Airbus chief commercial officer John Leahy also said that an unidentified firm had ordered 10 of its A380 super jumbos for $3.75 billion dollars.
By contrast, Airbus's great rival Boeing had a relatively quiet week in Le Bourget, despite being able to show customers its ultra-modern long-haul 787 Dreamliner and the new, longer version of its iconic 747 jumbo jet.
Boeing said Thursday it had logged 142 firm orders and commitments worth more than $22 billion during the show, most of the confirmed purchases being for the medium-haul 737, the A320's direct competitor.
The US behemoth has never used Le Bourget as a shop window in the same way as Airbus and was not expected to come out ahead.

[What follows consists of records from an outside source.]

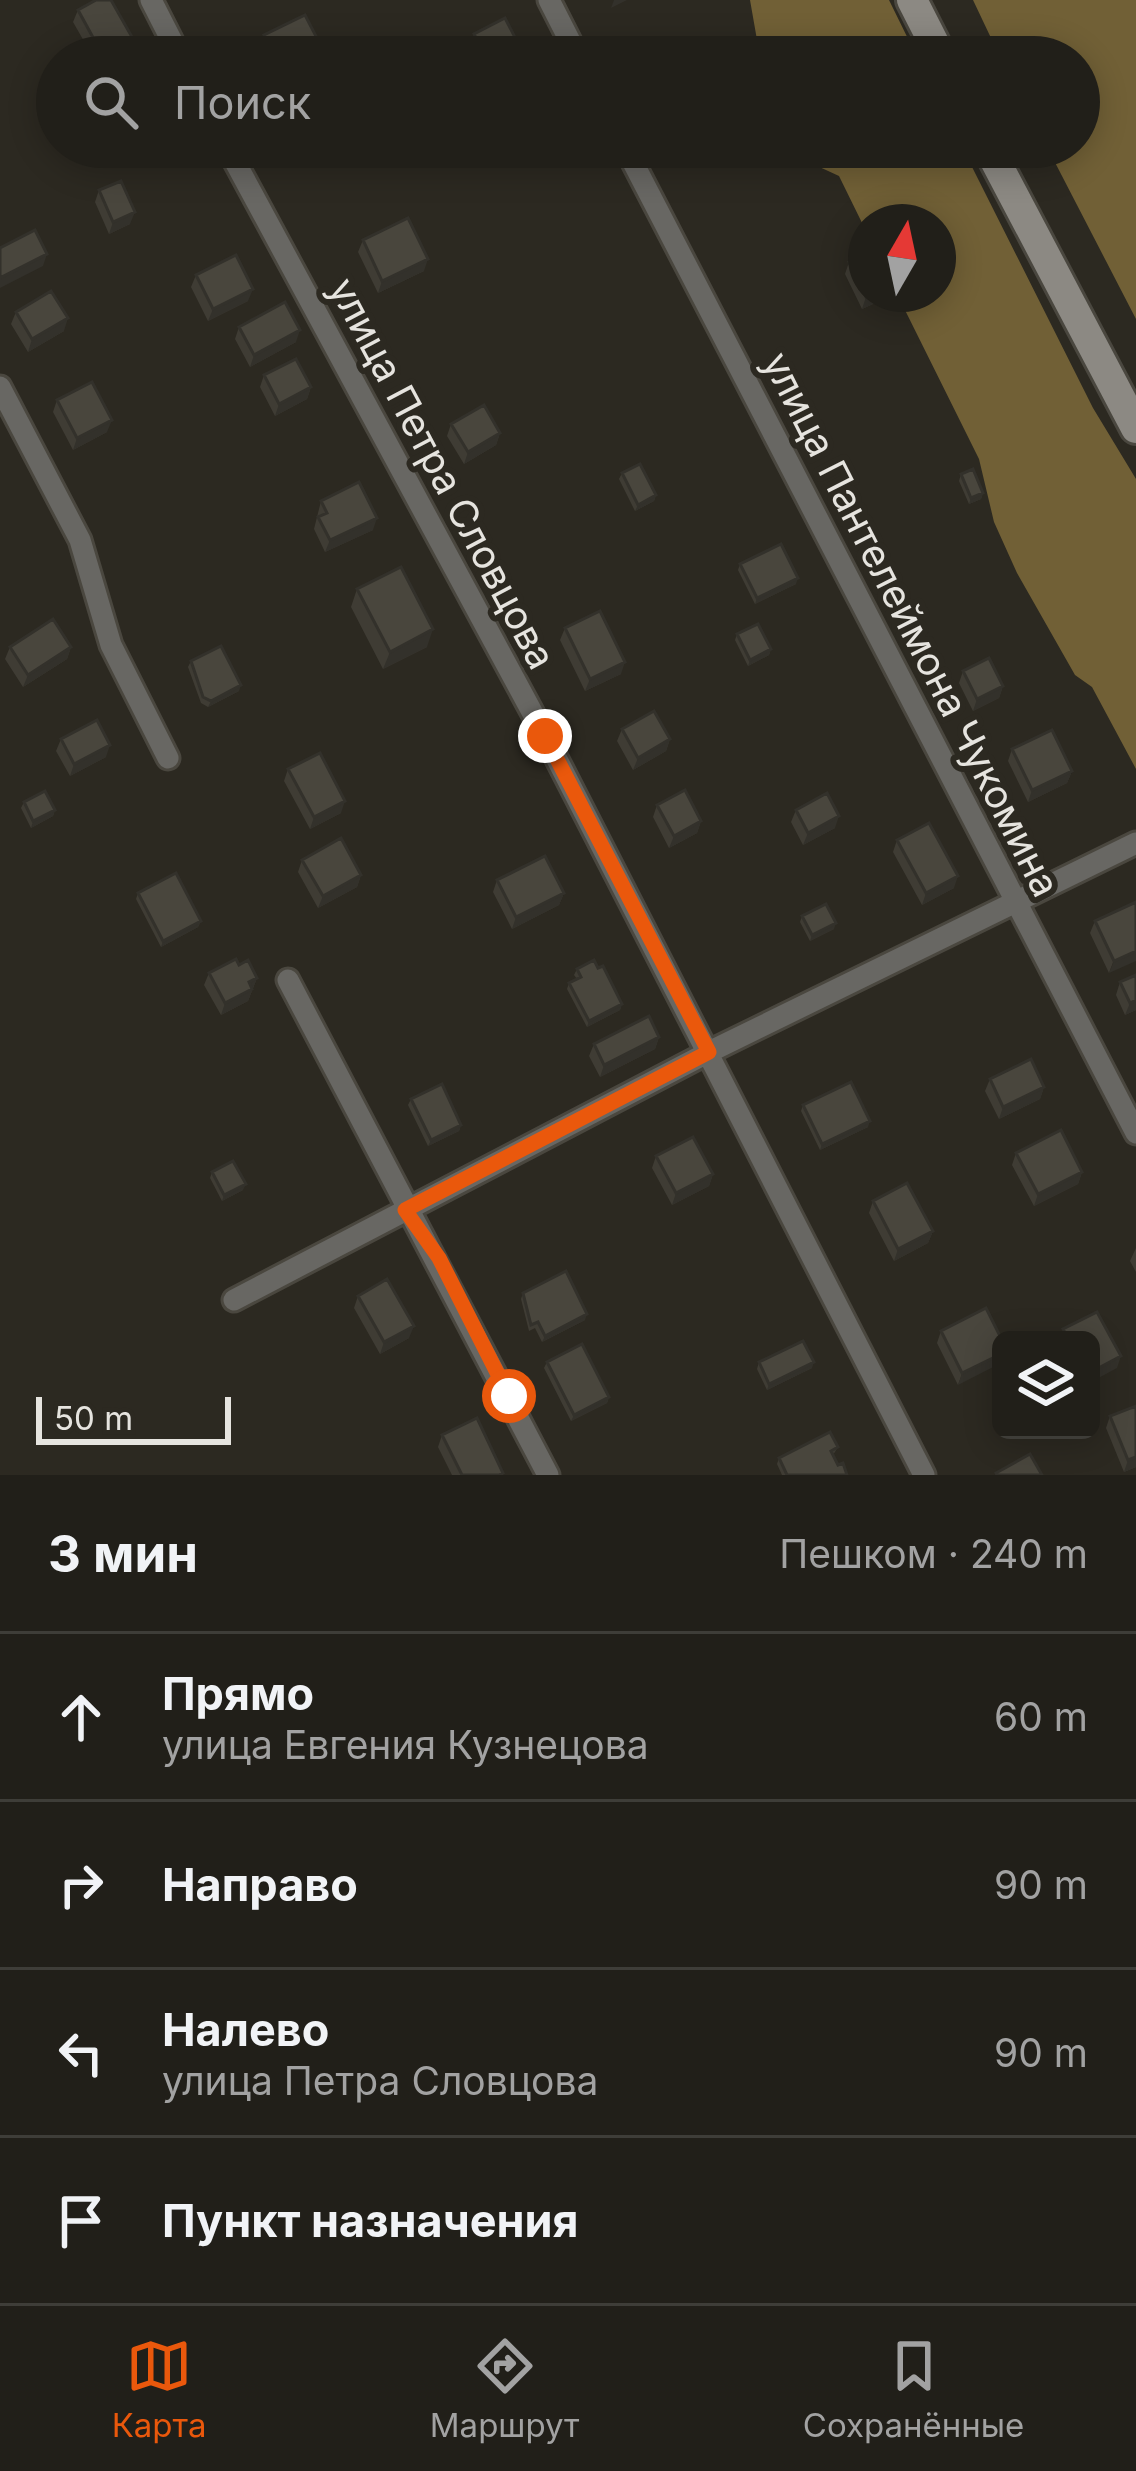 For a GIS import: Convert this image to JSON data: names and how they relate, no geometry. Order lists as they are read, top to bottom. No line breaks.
{"streets":{"street":["улица Петра Словцова","улица Пантелеймона Чукомина"]},"scale_bar":"50 m","north":"top","page":{"search":"Поиск","scale":"50 m","heading":["3 мин","Пешком · 240 m"],"list":[["Прямо","улица Евгения Кузнецова","60 m"],["Направо","90 m"],["Налево","улица Петра Словцова","90 m"],"Пункт назначения"],"nav":["Карта","Маршрут","Сохранённые"]}} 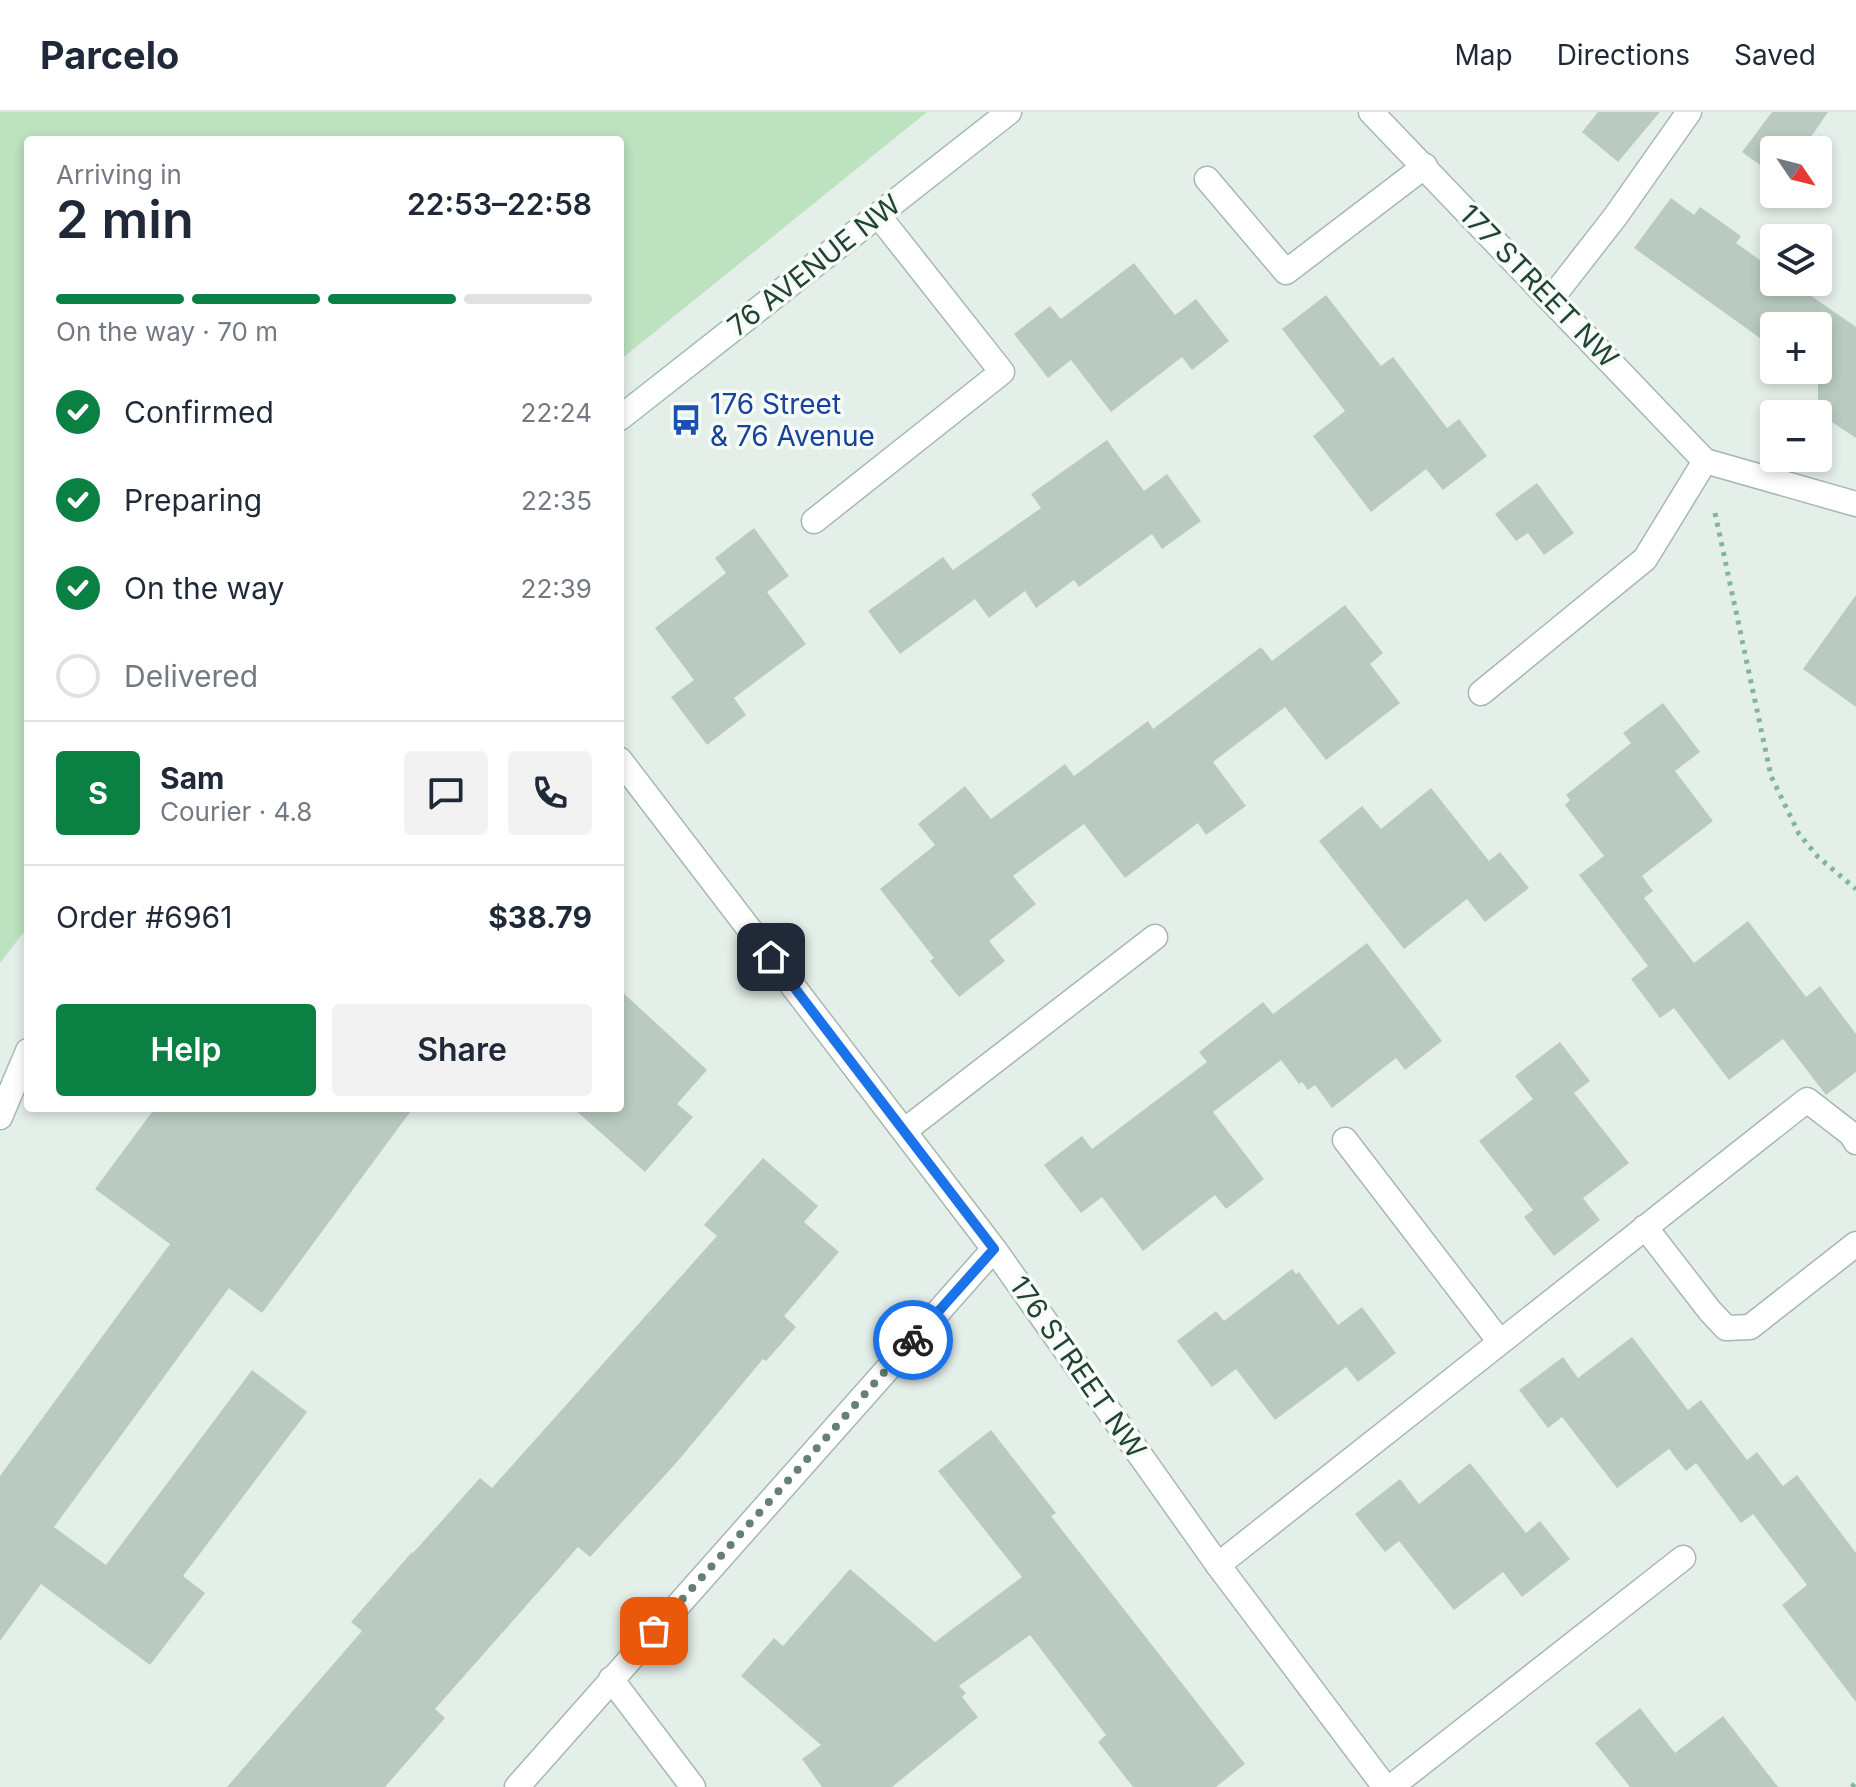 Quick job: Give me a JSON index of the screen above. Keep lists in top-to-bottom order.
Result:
{
  "streets": {
    "street": ["76 AVENUE NW", "177 STREET NW", "176 STREET NW"]
  },
  "places": {
    "bus stop": ["176 Street & 76 Avenue"]
  },
  "north": "bottom right",
  "page": {
    "header": "Parcelo",
    "nav": ["Map", "Directions", "Saved"],
    "map_buttons": ["+", "−"],
    "heading": ["2 min", "Arriving in", "22:53–22:58"],
    "panel": [
      "Sam",
      "Courier · 4.8",
      "Order #6961",
      "$38.79"
    ],
    "bar": "On the way · 70 m",
    "list": [
      ["Confirmed", "22:24"],
      ["Preparing", "22:35"],
      ["On the way", "22:39"],
      "Delivered"
    ],
    "round": "S",
    "buttons": ["Help", "Share"]
  }
} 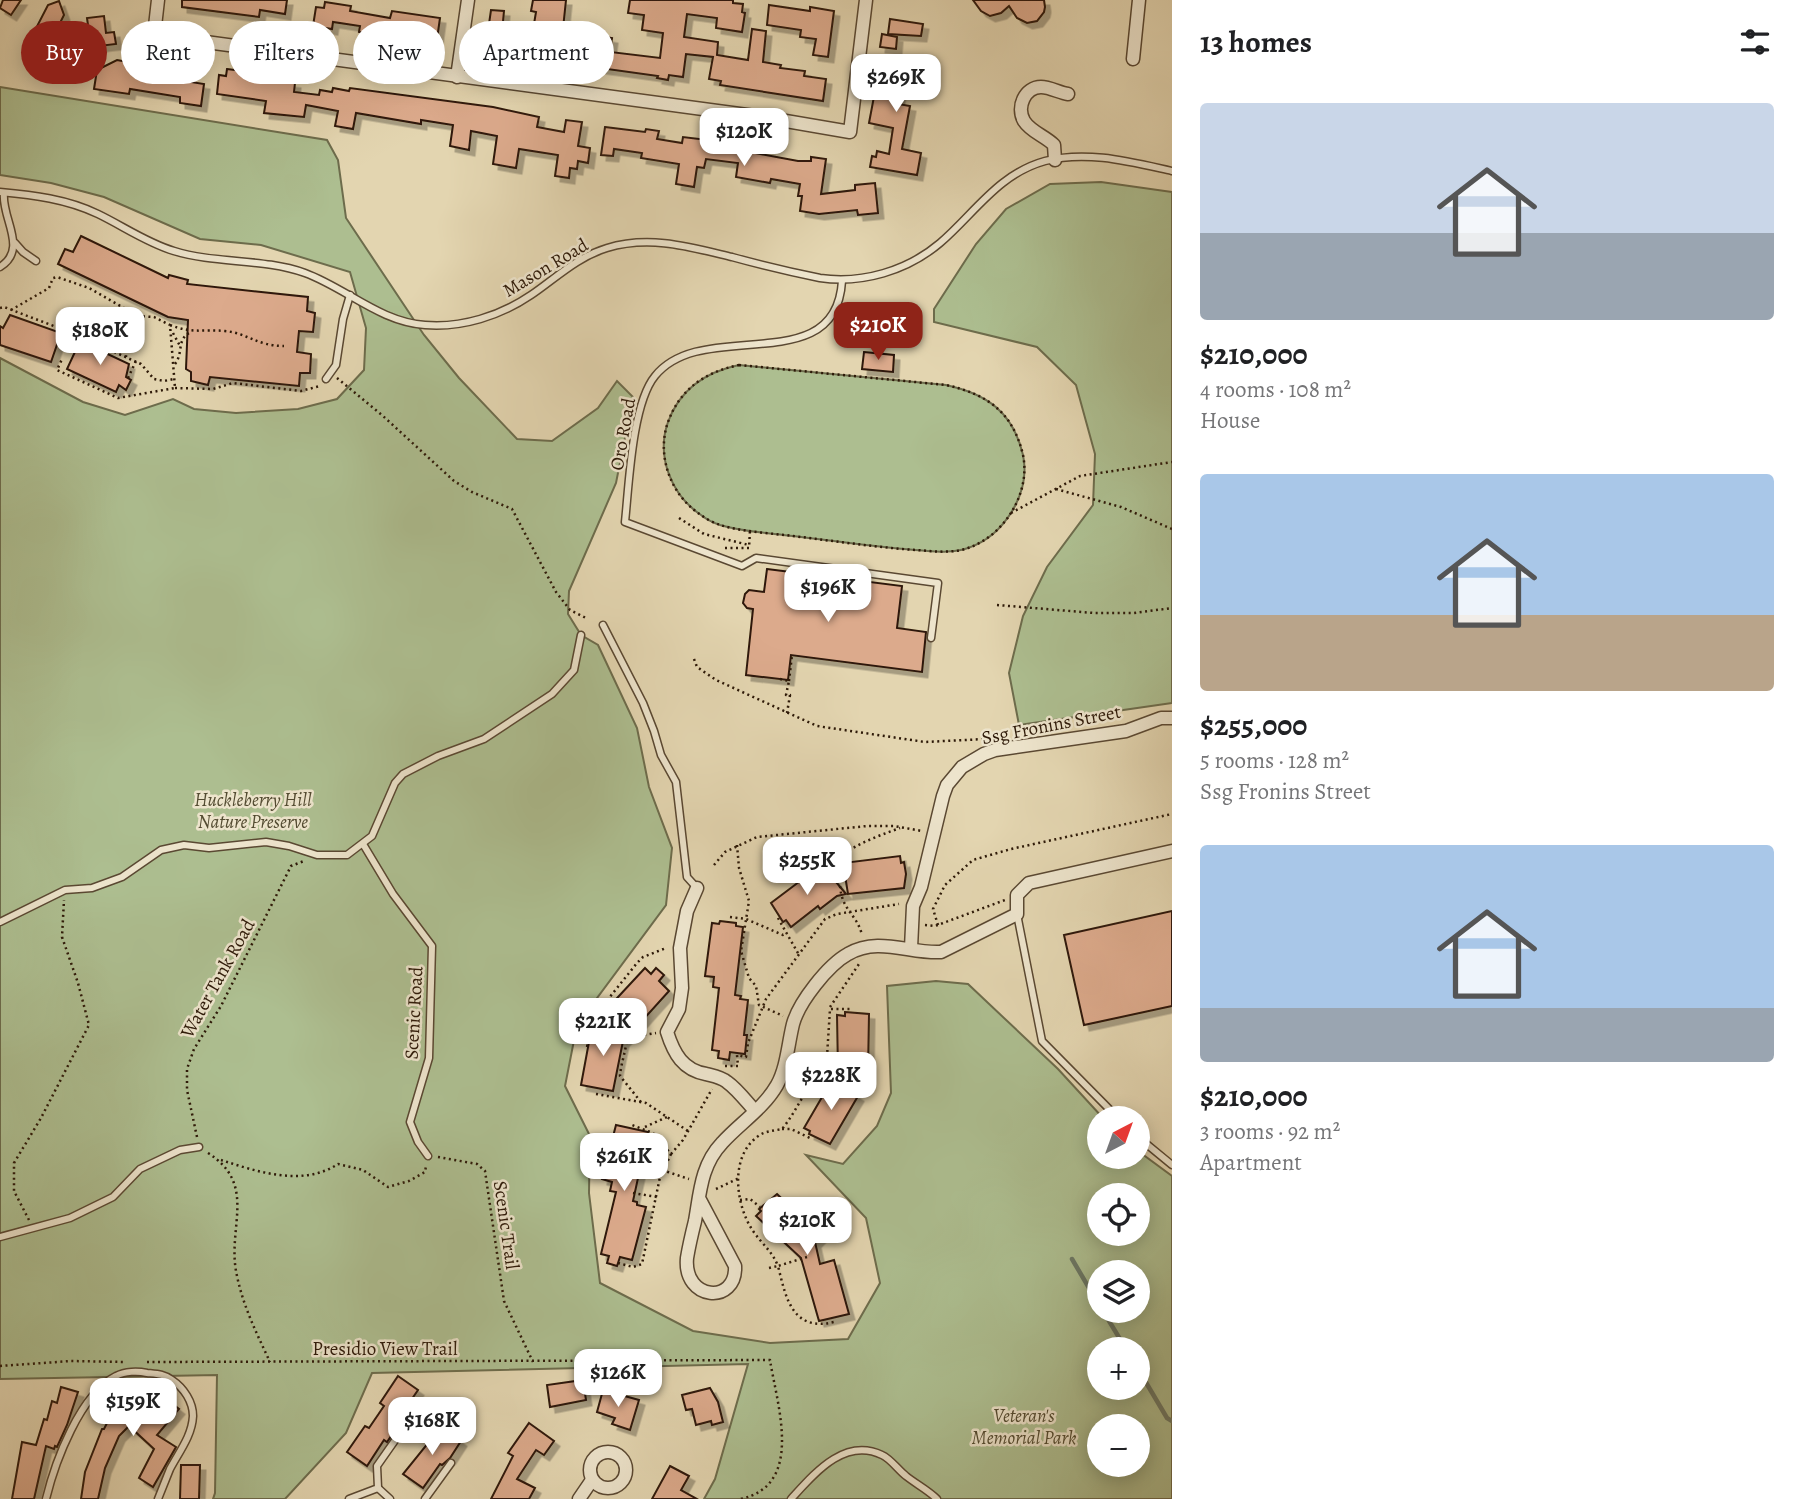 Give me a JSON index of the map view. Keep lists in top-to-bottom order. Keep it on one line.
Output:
{"streets":{"street":["Ssg Fronins Street"],"lane":["Mason Road","Oro Road","Scenic Road"],"path":["Water Tank Road","Scenic Trail","Presidio View Trail"]},"crossings":[["Mason Road","Oro Road"],["Scenic Road","Scenic Trail"],["Scenic Trail","Presidio View Trail"]],"parks":["Huckleberry Hill Nature Preserve","Veteran's Memorial Park"],"north":"top right","page":{"heading":"13 homes","chip":["Buy","Rent","Filters","New","Apartment"],"price":["$269K","$120K","$210K","$180K","$196K","$255K","$221K","$228K","$261K","$210K","$126K","$159K","$168K"],"list":[{"name":"$210,000","note":"4 rooms · 108 m² · House"},{"name":"$255,000","note":"5 rooms · 128 m² · Ssg Fronins Street"},{"name":"$210,000","note":"3 rooms · 92 m² · Apartment"}],"map_buttons":["+","−"]}}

"They choose to use their shows to make announcements, we choose to use our shows to demonstrate our technology, to connect with our customers and suppliers and to highlight our new airplanes' capabilities," said Randy Tinseth, Boeing's marketing vice-president.
But sales figures for the year as a whole to date show a stark divide. Since January, Airbus has received 725 firm orders and Boeing only 195.
The surprise key to Airbus's success has been the A320 -- an unglamorous single-aisle workhorse now available as the "Neo" or "New Engine Option" which the company boasts is 15 percent more fuel efficient.
"I have to admit, I largely underestimated the market demand for Neo before this show," the European giant's chairman Thomas Enders said.
With world oil prices hovering around $100 a barrel, fuel accounts for almost a third of an airline's operating costs, up from about 13 percent in 2001, according to the International Air Transport Association (IATA).
With the world recovery in travel gathering pace, airlines and plane leasing firms are seeking to renew their fleets with more efficient planes, and the A320neo arrived at the show at just the right moment.
The medium-haul market was formerly dominated by the world's most ubiquitous airliner, the Boeing 737, now at a crossroads in its development.
The US firm has yet to decide whether to give the old favourite new engines, as Airbus has done with the A320, or to develop an entirely new airframe. It has promised to make its mind up by the end of the year.
"We continue to improve the performance of the 737," said Tinseth. "By the beginning of next year, we are going to improve the efficiency of the airplane by another two percent.
"We are leaving our options open. New engine, new airplane -- we will make the decision when the time is right."
Thursday was the last trade-only day at Le Bourget. On Friday and Saturday the deal makers will make way for tens of thousands of visitors come to see aerobatic displays and the latest planes.